The problem with existing ENMs has been getting the right combination to maximize their effectiveness—especially their ability to be stored for a long duration and quickly deployed when required. It has so far proven to be an elusive grand challenge–level problem in the energetic materials community.
That’s where CBE Research Assistant Professor Dibyendu Mukherjee and his lab group members, doctoral student Elijah Davis and postdoctoral research associate Ravi Pamu, come in.
Mukherjee has proposed a new method of developing ENMs through the use of large-scale nanomanufacturing driven by machine learning and, perhaps more importantly, a process called programmable laser ablation synthesis in solution, or Pro-LASiS. It uses high-energy pulsed laser technology to create liquid-confined plasmas with tunable laser energies that help design materials with the desired size, shape, structures and—especially challenging—metastability at the nanoscale level.
“We are proposing to upgrade our current LASiS technology to allow us to go from our current benchtop setup to a data-driven programmable LASiS technique that can enable cost-effective and large-scale machine-learning-driven nanomanufacturing,” said Mukherjee. “Our proposed pro-LASiS technique will offer the enabling technology to design and synthesize high-performance ENMs with accurate control on their structure–property relations while increasing production. Specifically, machine-learning-driven inoperando data analytics will provide real-time feedbacks to our synthesis routes that will allow us to gain more precision on structure–composition properties of the materials. This, in turn, affect the kinetics and thermodynamics of their energy release process.”
Mukherjee’s proposal garnered his research team a prestigious Defense University Research Instrumentation Program (DURIP) award from the US Department of Defense, as the work will have impact on a variety of materials it uses. The Air Force Office of Scientific Research is providing nearly $435,000.
The project is a spinoff from his 2017 efforts to develop a LASiS-GRR (Laser Ablation Synthesis in Solution–Galvanic Replacement Reactions) technique for the synthesis of functional intermetallic nanomaterials—work that earned him a US patent (Pat. No.: US 10,326,146 B2) and, despite its success, led him to think about critical improvements.

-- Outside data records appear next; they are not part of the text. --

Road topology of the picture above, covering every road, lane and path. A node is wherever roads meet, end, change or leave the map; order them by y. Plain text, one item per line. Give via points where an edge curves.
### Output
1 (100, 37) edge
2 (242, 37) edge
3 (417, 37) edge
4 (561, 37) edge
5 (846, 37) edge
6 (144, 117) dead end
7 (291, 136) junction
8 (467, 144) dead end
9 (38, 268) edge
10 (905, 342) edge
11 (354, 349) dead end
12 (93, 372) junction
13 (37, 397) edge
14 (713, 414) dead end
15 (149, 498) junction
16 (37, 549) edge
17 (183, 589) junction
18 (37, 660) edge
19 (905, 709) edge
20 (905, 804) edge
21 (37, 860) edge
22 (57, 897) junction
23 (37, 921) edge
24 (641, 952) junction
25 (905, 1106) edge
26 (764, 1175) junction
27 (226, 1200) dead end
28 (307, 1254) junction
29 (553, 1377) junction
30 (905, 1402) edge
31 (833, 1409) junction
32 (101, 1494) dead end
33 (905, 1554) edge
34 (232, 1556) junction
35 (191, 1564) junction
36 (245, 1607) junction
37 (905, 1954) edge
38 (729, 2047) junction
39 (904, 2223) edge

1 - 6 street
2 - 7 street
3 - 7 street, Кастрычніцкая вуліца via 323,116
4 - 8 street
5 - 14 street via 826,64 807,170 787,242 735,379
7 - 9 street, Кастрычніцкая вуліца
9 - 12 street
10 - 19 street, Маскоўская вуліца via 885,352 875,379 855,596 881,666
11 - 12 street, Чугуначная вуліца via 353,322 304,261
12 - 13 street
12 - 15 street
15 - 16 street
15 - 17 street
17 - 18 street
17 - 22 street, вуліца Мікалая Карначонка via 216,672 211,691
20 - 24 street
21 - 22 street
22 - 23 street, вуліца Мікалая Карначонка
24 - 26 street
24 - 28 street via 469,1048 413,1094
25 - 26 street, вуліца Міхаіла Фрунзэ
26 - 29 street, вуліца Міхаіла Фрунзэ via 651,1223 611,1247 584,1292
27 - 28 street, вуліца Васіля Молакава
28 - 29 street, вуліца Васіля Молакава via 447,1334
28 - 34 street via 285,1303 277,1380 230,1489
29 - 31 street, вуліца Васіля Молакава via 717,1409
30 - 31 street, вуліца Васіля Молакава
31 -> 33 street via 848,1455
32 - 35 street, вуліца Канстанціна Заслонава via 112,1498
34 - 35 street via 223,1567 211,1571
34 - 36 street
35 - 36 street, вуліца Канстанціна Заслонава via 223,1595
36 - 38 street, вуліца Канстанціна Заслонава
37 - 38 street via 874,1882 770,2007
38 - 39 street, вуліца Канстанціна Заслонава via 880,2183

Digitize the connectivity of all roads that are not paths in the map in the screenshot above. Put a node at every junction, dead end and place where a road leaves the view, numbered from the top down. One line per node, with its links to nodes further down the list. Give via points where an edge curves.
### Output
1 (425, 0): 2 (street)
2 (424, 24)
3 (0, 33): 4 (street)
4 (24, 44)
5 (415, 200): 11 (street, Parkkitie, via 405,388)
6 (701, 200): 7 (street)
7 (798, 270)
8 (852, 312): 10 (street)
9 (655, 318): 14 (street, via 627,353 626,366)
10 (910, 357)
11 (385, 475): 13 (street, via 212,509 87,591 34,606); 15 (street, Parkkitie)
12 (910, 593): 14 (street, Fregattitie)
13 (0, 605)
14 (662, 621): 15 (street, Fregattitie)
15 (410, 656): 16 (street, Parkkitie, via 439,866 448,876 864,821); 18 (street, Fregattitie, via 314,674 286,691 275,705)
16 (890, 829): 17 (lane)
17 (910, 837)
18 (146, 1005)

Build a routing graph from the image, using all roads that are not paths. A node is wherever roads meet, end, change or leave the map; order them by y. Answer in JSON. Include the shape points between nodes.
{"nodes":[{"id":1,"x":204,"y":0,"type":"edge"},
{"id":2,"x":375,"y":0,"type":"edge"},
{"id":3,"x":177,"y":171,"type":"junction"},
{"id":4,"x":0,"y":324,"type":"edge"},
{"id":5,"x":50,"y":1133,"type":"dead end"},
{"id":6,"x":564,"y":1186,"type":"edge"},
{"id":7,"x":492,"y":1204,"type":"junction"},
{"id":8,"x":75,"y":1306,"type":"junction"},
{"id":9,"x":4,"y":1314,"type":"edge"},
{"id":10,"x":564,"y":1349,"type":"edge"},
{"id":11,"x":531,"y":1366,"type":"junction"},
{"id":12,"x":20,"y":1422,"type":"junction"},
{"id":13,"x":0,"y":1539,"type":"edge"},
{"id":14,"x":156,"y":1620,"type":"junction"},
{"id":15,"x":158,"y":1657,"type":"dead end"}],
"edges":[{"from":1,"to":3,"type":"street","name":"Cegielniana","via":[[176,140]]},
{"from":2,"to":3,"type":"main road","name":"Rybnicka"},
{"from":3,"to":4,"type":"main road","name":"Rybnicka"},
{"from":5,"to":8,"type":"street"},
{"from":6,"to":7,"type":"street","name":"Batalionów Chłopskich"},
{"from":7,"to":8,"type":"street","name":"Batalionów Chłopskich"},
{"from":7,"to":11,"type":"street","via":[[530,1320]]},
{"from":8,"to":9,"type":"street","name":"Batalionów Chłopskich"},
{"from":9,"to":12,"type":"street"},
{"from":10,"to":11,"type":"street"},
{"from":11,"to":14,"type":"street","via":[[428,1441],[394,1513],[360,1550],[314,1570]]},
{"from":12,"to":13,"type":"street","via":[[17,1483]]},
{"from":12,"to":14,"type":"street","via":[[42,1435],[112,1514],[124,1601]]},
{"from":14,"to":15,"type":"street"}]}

“We realized that our results were great when viewed on their own, but considerable challenges remain in terms of their production time, real-time quality control, and fundamental understanding on how internal structure and uniquely designed metastable states can affect the functioning of next-generation ENMs in terms of rate and amount of energy release,” said Mukherjee. “Such challenges are the critical bottlenecks that needed to be solved to cater to US defenses’ science and technology missions in the future. That’s why we wanted to address the large-scale manufacturability of future composite ENMs with tunable energetic activities, which led to our selection for the FY2021 DURIP award.”
Eventually such high-payoff-enabling technologies will provide a paradigm shift for the development of composite ENMs with exotic metastable structures for state-of-the-art US defense missions, offering the US Air Force long-term tactical and asymmetric advantages over near-peer adversaries in weapons and munitions development.